Ghana promoted large-scale privately-owned rice farms in the Northern Region in the late 1970s with subsidies: they failed once the subsidies were ended. This was not Ghana’s only bad experience of large scale farming: Nkrumah’s ill-starred attempts at large-scale state farms had been earlier failures. Yes, there are successful large-scale farms in Africa, but generally for those relatively few crops where economies of scale exist in production; for example in flowers, horticulture, and sugar cane. When it comes to the main food crops and other export crops, there are few examples of large-scale farms outside of South Africa.
Why is this? The main obstacle to farming on a large scale is the same one that hit Soviet state farms: the management of labour. Small farms have the advantage that family labour is generally self-supervising, prepared to work long and diligently in ways that hired hands are not.
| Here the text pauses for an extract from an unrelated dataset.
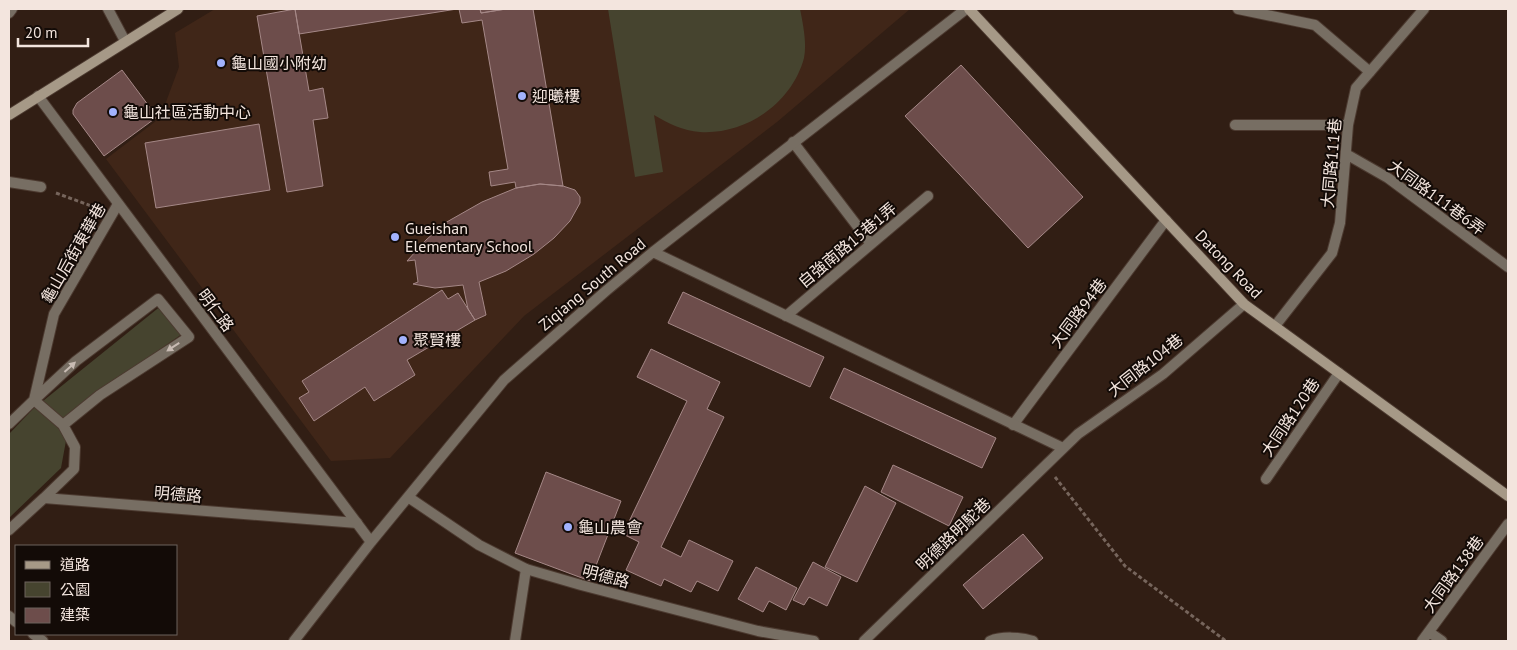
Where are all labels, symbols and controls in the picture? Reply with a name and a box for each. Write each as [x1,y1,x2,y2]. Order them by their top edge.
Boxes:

When large farms try to minimise the labour problem by mechanising, not only do their costs of production rise, but keeping machinery operating well in rural areas remote from supplies of spares and skilled mechanics is not easy.
Promoting large-scale farming is risky
The obvious danger is that allocating land for commercial farms in large holdings would take land away from the rural poor, or block them off from land that their children may need in the future. Socially unacceptable, any such moves involve high political exposure: expropriation is easy to justify on the basis of historic wrongs. But other less obvious and more insidious risks lurk.
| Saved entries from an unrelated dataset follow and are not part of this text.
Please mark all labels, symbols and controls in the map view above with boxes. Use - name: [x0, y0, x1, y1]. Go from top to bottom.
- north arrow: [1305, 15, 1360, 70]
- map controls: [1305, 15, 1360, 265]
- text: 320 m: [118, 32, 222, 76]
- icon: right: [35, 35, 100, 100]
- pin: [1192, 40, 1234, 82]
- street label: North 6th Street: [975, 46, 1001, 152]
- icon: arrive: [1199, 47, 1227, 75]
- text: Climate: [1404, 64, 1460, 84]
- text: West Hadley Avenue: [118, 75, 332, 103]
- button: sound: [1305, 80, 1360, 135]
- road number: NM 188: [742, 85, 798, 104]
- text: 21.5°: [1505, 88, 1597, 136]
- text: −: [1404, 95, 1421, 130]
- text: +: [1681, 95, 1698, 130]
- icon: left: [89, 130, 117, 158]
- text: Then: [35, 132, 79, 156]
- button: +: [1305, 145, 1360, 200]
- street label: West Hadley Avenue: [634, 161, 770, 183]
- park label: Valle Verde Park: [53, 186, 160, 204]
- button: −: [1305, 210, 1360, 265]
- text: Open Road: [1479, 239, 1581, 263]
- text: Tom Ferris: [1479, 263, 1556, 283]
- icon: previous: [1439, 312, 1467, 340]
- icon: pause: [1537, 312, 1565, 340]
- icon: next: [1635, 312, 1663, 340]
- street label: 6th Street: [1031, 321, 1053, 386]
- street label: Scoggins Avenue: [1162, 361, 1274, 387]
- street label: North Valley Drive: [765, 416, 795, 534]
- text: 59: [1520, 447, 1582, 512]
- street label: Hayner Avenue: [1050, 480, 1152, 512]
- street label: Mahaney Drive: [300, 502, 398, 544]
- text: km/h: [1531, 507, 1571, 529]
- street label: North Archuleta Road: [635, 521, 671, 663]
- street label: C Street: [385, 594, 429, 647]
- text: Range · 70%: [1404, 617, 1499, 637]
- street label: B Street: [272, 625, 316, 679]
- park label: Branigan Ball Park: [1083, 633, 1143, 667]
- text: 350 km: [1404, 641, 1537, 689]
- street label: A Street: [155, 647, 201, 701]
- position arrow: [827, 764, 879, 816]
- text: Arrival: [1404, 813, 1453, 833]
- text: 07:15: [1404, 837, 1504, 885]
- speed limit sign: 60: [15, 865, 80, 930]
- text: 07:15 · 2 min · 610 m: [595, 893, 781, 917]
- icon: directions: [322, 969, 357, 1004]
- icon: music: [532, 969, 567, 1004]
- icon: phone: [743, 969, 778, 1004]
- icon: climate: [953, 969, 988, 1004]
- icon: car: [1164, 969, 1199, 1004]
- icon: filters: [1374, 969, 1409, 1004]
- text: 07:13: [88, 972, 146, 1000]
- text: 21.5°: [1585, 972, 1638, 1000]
What happens to agricultural policy when a large-scale farm sector is created? With relatively few farmers that can readily be organised, who are rich and politically well-connected as well, large-scale farmers in Africa have a track record of lobbying for special favours. Government is expected to support the large farms with roads, irrigation, and power supplies. Research stations are encouraged to devote their attention to the issues that concern the large farms. The result is that the large farms get these public goods, while any small farms do not. Worse, the large farmers demand subsidies on inputs, guaranteed prices for their outputs, and exclusive rights to grow crops or to market them.
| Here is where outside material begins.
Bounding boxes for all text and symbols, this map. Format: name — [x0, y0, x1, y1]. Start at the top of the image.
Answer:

Look at the record of the commercial farming unions of South Africa and Zimbabwe in the recent past. Look today at the large grain farms of Kenya’s Rift Valley. Owned by the political elite, the price paid for maize by the government marketing board is way over the import parity price, conferring substantial rents on the wealthy producers — all in the name of national self-sufficiency.
The record of model Brazil is not so encouraging in this regard either. During the 1980s the commercial farm lobby managed to get the government to offer subsidies on interest rates for farm credit that by 1979–80 were equal to 19–20% of the gross agricultural product, or 2% of GDP. Whilst the majority of Brazil’s farms were of 10 ha or less, only 4% of such smallholders had a bank loan in 1980: 85% of the agricultural portfolio went to the more prosperous South, Southeast and Centre-West regions—with only small amounts going to the needy Nordeste.
Commercial farming, yes; agri-business, yes; but it doesn’t need to be large farms
This is not to deny that large-scale private investors seeking to produce more in Africa should be welcomed. Their capital, their expertise can be put to good use, to the advantage of both the companies and many African (small) farmers as well. But let’s get the economies of scale where they are needed: in the supply chains, in processing, transport and marketing —where lumpy investments and sophisticated know-how count. But let’s leave the farming to the local experts, the family farmers, who have all the incentives to work hard and carefully. This is not romanticism; it is simply a reflection of the empirical record. Small farmers in Africa have repeatedly shown that they can increase production. Let’s give them the chance to do so again.